What the exercise asks:
When a line of the entries contains the word "roads", report that line.

*** Provided material ***

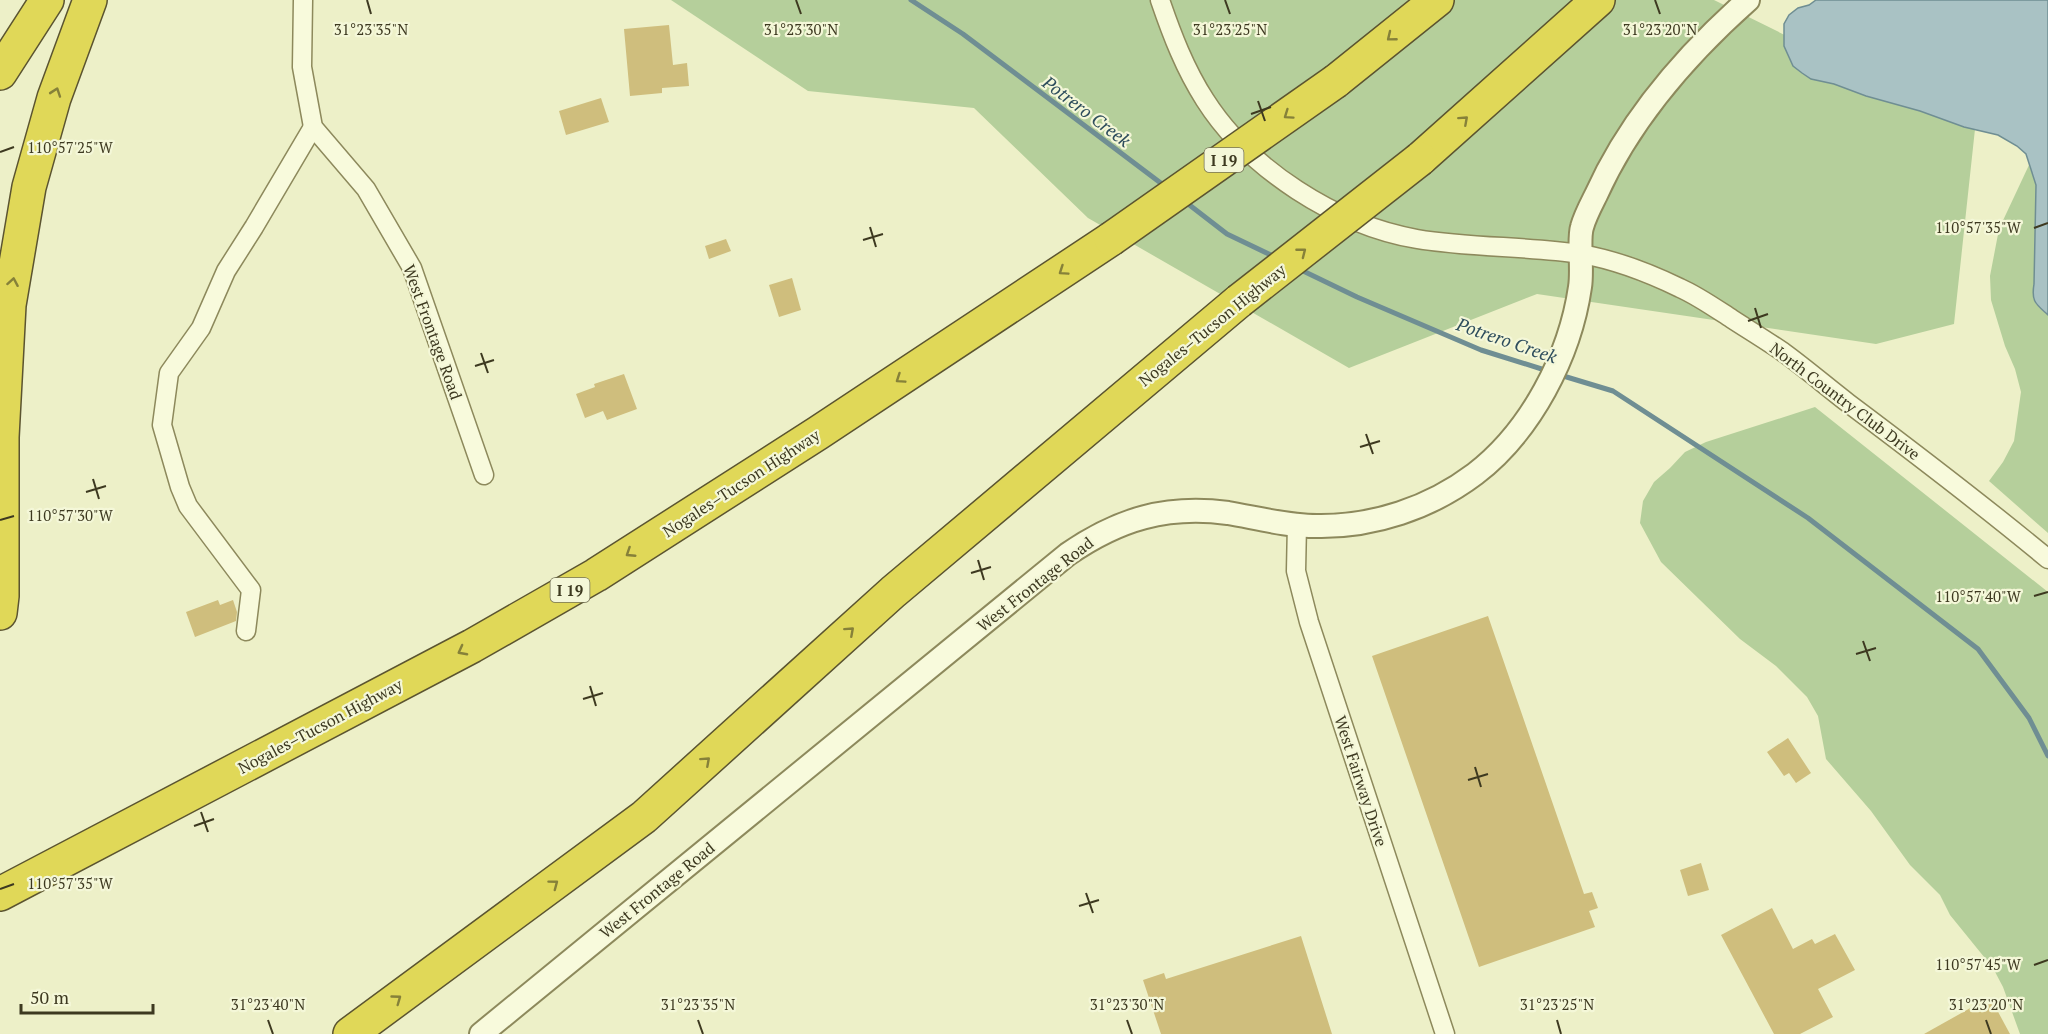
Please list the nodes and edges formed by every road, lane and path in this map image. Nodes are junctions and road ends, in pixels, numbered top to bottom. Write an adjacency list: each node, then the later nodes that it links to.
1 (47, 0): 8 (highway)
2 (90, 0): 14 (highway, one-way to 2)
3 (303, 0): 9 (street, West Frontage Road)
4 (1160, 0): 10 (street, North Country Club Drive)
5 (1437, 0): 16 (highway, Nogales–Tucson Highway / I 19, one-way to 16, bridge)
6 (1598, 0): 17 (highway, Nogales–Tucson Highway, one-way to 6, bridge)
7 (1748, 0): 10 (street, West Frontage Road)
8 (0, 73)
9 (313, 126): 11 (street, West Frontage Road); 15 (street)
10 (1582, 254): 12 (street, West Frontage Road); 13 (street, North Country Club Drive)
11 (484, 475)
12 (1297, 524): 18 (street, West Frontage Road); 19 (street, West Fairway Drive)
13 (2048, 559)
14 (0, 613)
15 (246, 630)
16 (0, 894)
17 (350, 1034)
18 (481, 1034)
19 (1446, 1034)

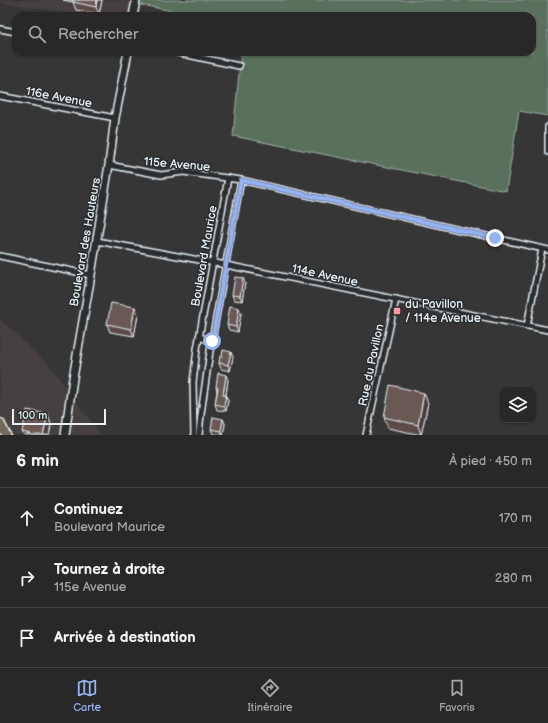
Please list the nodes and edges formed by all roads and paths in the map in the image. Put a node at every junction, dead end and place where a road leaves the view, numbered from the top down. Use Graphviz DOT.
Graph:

*** End of Provided material ***
*** Provided material ***

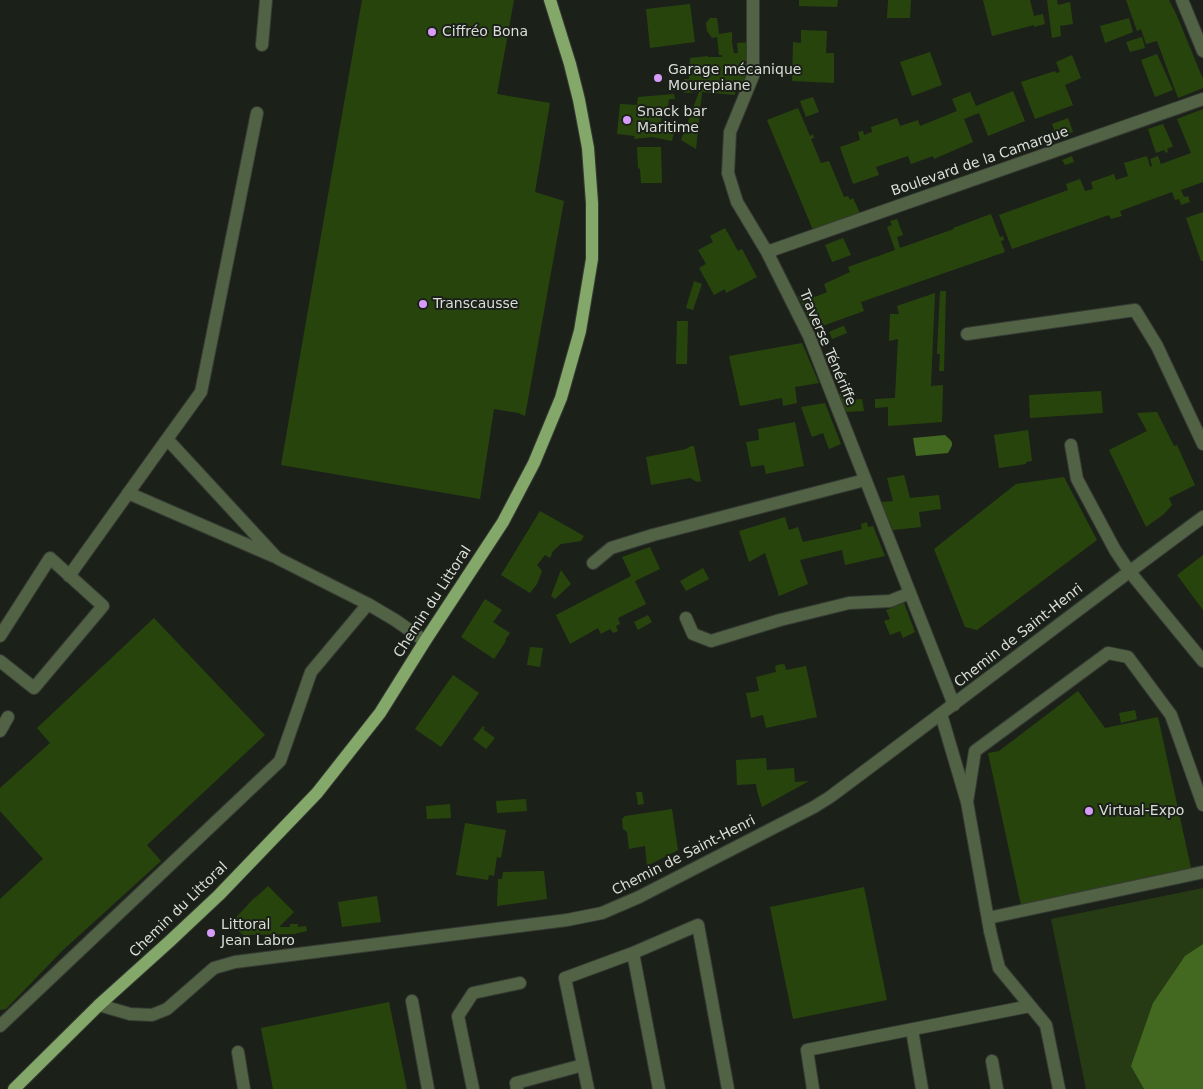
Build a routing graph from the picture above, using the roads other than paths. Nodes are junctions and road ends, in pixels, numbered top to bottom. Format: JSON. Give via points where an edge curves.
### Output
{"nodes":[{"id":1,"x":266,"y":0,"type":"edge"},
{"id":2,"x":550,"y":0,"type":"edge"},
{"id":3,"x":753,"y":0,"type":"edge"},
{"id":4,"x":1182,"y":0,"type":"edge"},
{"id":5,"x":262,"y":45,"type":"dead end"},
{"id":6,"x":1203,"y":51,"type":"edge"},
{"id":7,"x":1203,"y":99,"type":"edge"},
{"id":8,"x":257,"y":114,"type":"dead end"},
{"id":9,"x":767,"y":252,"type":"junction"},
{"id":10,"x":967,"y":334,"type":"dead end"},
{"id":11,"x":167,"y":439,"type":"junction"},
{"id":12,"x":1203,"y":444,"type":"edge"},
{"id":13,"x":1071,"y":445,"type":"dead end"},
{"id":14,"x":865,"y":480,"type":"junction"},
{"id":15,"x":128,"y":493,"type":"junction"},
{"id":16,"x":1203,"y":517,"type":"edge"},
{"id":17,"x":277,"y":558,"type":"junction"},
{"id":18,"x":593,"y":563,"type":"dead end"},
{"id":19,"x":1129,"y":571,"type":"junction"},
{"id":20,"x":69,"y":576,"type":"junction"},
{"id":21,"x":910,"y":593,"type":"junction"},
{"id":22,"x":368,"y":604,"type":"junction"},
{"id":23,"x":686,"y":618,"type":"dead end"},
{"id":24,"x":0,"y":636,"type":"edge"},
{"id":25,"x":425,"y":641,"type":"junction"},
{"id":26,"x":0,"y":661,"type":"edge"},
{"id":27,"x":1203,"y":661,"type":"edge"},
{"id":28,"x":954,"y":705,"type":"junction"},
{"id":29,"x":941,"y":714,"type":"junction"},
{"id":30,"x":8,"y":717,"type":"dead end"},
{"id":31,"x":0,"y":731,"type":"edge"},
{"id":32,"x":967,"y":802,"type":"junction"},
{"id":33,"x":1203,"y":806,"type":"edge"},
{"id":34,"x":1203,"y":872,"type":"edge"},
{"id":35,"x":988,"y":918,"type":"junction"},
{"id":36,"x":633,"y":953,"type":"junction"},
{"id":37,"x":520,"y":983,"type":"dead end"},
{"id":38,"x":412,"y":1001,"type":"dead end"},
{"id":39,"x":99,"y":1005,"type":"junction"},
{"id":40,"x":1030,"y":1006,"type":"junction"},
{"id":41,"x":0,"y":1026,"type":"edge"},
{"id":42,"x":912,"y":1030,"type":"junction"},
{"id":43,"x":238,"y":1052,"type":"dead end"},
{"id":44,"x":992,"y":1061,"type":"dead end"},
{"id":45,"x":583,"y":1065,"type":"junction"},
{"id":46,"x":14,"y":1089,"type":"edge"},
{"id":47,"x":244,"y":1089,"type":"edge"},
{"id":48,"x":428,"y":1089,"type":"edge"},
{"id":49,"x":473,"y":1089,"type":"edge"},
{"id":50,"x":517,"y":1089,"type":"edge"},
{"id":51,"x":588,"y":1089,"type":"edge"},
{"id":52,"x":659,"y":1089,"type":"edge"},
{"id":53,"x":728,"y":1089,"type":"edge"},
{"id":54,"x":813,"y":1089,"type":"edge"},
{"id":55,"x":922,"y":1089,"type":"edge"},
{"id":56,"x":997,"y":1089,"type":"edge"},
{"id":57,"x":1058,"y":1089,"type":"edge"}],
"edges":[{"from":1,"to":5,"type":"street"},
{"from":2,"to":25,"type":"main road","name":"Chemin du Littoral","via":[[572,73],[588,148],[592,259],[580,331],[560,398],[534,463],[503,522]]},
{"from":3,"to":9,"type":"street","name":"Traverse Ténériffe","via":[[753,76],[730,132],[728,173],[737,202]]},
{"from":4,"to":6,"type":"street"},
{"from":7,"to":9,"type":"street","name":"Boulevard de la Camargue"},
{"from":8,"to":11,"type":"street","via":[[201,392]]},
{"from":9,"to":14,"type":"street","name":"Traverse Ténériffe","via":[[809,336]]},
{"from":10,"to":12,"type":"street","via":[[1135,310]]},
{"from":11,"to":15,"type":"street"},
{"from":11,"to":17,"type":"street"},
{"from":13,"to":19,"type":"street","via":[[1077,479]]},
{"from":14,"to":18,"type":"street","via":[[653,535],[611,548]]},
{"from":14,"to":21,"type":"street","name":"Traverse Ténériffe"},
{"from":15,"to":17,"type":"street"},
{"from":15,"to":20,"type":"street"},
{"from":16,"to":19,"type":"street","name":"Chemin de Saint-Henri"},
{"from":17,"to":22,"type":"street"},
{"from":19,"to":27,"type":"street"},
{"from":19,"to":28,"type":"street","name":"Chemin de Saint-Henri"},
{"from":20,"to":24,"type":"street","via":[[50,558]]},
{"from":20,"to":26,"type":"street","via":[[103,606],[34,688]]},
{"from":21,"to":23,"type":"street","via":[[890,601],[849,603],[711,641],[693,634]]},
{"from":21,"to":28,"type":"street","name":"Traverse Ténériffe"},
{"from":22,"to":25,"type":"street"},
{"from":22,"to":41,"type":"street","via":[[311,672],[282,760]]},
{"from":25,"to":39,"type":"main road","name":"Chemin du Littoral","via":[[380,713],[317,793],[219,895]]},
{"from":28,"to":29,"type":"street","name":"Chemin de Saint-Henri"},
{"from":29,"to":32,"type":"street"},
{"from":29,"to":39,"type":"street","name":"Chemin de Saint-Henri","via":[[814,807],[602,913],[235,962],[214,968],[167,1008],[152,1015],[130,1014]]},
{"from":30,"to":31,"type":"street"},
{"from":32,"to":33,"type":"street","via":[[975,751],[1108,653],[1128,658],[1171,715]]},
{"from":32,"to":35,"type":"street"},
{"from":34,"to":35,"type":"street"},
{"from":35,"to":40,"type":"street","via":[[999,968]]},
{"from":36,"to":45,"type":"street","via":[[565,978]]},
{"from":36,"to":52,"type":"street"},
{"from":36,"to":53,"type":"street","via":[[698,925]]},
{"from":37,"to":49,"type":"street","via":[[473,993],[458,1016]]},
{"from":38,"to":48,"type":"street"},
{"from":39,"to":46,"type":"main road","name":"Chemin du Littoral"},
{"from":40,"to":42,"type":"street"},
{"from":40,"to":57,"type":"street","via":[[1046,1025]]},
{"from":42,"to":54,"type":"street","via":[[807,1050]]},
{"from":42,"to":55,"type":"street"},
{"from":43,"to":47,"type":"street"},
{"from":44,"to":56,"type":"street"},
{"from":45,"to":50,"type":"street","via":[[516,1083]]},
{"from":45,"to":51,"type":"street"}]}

*** End of Provided material ***

Result:
Please list the nodes and edges formed by all roads and paths in the map in the image. Put a node at every junction, dead end and place where a road leaves the view, numbered from the top down. Use Graphviz DOT.
Build a routing graph from the picture above, using the roads other than paths. Nodes are junctions and road ends, in pixels, numbered top to bottom. Format: JSON. Give via points where an edge curves.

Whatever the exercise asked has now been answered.